In a later press release in August, however, indications mentioned only one anchor team was hired for both stations. The debut of WFXV 33 Eyewitness News at 10 occurred September 12, 2011, making WFXV the second station in the Utica area (behind WUTR, which launched its newscast four hours earlier) to broadcast local news in true high definition. WKTV would not switch to true high-definition until January 29, 2015. The newscast competes against a similar broadcast airing on WKTV's third digital subchannel. Throughout the process of building a local news operation from scratch, WFXV consulted with viewers and businesses for input in developing the final product. Right now, there is no sports department at the operation's inception.

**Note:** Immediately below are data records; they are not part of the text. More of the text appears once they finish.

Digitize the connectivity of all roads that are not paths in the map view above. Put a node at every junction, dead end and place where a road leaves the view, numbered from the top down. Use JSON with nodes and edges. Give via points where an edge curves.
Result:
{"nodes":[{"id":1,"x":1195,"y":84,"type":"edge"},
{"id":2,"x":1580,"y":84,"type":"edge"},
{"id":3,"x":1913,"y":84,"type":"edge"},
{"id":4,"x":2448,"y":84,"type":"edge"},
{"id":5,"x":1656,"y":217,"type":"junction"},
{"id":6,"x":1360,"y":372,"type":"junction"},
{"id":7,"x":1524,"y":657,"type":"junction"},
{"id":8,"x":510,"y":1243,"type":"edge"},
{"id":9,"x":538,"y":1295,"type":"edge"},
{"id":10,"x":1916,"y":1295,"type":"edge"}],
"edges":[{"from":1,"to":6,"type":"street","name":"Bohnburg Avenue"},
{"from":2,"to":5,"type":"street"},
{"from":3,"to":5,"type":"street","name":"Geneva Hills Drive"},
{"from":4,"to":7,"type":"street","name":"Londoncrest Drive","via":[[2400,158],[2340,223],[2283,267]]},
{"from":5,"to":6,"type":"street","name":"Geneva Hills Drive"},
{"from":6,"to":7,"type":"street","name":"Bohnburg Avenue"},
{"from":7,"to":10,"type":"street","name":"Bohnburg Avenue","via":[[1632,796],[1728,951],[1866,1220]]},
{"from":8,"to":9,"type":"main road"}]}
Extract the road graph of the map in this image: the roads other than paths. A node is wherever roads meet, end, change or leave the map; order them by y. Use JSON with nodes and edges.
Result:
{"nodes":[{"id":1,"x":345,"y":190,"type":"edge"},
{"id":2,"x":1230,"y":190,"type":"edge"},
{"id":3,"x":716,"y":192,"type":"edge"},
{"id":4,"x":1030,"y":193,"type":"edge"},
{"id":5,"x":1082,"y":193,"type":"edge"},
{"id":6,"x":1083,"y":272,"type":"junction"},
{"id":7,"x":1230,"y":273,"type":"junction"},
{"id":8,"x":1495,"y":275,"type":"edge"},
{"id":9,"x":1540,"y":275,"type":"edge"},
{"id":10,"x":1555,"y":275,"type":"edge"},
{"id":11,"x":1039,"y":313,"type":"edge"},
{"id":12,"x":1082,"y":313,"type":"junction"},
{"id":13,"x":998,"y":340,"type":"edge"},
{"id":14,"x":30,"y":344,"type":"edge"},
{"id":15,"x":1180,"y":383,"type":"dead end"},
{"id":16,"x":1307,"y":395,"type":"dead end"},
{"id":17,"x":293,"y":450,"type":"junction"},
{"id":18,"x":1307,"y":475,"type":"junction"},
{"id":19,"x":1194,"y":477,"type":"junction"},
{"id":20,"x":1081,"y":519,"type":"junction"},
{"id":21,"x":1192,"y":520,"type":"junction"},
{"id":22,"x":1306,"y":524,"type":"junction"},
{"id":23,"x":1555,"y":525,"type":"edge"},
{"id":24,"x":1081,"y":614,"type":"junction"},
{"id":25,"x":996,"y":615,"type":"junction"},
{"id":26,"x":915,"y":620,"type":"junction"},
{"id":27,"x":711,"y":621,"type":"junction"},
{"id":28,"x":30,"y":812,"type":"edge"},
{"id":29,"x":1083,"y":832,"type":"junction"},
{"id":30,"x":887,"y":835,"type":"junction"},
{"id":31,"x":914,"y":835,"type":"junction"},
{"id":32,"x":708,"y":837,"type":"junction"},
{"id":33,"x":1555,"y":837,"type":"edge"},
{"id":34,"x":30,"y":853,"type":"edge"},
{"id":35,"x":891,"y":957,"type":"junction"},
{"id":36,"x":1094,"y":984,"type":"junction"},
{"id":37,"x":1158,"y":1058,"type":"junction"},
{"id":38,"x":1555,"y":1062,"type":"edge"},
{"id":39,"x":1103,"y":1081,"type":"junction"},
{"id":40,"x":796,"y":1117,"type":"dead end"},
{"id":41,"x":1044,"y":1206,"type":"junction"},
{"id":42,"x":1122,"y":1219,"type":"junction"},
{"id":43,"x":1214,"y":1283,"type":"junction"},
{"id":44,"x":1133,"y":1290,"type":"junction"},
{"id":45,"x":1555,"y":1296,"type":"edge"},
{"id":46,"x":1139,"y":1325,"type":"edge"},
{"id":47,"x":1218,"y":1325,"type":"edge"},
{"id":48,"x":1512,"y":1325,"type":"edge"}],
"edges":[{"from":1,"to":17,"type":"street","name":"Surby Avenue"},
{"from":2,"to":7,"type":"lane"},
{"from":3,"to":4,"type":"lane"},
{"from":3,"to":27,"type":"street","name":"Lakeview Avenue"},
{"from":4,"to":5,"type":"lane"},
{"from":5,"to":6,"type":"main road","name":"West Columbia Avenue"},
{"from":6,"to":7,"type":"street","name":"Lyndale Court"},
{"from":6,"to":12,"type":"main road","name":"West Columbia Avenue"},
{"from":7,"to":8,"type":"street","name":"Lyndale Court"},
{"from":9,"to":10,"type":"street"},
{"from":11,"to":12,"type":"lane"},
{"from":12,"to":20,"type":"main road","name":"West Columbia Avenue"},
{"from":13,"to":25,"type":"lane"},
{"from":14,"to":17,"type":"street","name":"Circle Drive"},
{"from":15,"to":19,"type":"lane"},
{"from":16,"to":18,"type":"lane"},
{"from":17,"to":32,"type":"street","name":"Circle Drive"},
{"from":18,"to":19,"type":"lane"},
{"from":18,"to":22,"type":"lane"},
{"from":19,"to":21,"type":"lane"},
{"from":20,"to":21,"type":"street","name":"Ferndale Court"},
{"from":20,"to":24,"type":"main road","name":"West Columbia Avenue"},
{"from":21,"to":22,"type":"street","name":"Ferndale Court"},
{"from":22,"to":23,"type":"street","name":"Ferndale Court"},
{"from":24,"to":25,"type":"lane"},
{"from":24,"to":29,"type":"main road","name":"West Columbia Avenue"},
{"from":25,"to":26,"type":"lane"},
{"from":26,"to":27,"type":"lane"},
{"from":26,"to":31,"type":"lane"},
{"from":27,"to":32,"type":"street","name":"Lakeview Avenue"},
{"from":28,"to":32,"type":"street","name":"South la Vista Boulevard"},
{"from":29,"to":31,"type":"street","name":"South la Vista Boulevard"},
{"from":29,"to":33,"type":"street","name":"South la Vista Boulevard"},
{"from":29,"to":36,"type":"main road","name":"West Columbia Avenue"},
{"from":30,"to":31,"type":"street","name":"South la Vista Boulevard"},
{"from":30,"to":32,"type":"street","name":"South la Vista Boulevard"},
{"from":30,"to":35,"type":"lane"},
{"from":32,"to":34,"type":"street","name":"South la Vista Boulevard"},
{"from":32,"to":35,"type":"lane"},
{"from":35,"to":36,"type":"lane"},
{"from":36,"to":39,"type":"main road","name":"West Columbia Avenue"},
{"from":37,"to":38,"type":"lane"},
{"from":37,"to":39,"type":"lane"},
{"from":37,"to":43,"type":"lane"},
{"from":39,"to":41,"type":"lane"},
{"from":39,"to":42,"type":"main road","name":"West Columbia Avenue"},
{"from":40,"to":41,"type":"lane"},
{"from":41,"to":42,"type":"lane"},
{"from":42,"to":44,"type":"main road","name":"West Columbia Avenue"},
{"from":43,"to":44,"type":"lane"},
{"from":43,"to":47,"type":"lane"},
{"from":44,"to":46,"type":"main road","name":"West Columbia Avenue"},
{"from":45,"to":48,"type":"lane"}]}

WFXV added a simulcast of Bill Keeler's radio show, which originates from radio station WIBX, in 2015. The simulcast was temporarily dropped due to new 2016 requirements from the FCC requiring local real-time closed captioning on January 4, 2016; it returned on May 9, 2016, with captioning. Keeler's show was finally dropped from WFXV in 2022 when it began simulcasting Morning in America from corporate sibling NewsNation.

==Technical information==

===Subchannels===
The station's signal is multiplexed:

Subchannels of WFXV
| Channel | Res. | Short name | Programming |
| 33.1 | 720p | WFXV-TV | Fox |
| 33.2 | CW | The CW Plus |
| 33.3 | 480i | Mystery | Ion Mystery |
| 33.4 | Laff | Laff |

===Former translator===
WFXV was previously relayed on analog repeater W31BP (channel 31) in the Town of Burlington from a transmitter on Clock Hill Road. W31BP's license was surrendered to the FCC and canceled on August 3, 2021.